Partitioning uses the INHERIT feature. First, you define a master table.
CREATE TABLE log ( id int not null, logdate date not null, message varchar(500) );
Next, you create the partitions with the same structure as the master and ensure, that only rows within the expected data range can be stored there.
CREATE TABLE log_2015_01 (CHECK (logdate >= DATE '2015-01-01' AND logdate < DATE '2015-02-01')) INHERITS (log); CREATE TABLE log_2015_02 (CHECK (logdate >= DATE '2015-02-01' AND logdate < DATE '2015-03-01')) INHERITS (log); ... CREATE TABLE log_2015_12 (CHECK (logdate >= DATE '2015-12-01' AND logdate < DATE '2016-01-01')) INHERITS (log); CREATE TABLE log_2016_01 (CHECK (logdate >= DATE '2016-01-01' AND logdate < DATE '2016-02-01')) INHERITS (log); ...
It's a good idea to create an index.
CREATE INDEX log_2015_01_idx ON log_2015_01 (logdate); CREATE INDEX log_2015_02_idx ON log_2015_02 (logdate); ...
We need a function, which transfers rows into the appropriate partition.

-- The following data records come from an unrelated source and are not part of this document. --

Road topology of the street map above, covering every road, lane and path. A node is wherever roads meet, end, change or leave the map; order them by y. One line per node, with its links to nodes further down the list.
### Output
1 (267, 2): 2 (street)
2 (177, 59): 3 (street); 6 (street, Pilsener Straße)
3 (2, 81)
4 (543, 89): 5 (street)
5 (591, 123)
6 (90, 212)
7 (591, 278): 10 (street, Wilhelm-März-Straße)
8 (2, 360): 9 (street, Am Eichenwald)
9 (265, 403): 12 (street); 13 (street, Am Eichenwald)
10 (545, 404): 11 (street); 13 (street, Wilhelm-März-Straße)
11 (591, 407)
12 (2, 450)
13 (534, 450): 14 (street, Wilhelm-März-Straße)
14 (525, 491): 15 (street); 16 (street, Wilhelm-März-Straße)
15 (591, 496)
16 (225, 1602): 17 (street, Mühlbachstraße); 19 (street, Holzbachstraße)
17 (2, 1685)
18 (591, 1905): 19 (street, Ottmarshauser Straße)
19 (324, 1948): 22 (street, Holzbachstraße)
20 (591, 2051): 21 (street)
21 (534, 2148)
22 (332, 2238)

CREATE OR REPLACE FUNCTION log_ins_function() RETURNS TRIGGER AS $$ BEGIN IF (NEW.logdate >= DATE '2015-01-01' AND NEW.logdate < DATE '2015-02-01' ) THEN INSERT INTO log_2015_01 VALUES (NEW.*); ELSIF (NEW.logdate >= DATE '2015-02-01' AND NEW.logdate < DATE '2015-03-01' ) THEN INSERT INTO log_2015_02 VALUES (NEW.*); ELSIF ... ... END IF; RETURN NULL; END; $$ LANGUAGE plpgsql;
The function is called by a trigger.
CREATE TRIGGER log_ins_trigger BEFORE INSERT ON log FOR EACH ROW EXECUTE PROCEDURE log_ins_function();
When this is done, new rows mostly will go to the newest partition. And after some years you can drop old partitions as a whole. This dropping shall be done with the command DROP TABLE - not with a DELETE ... command. The DROP command is much faster than the DELETE command as it removes everything in one single step instead of touching every single row. For SELECT commands the query optimizer has the chance to avoid scanning unnecessary tables.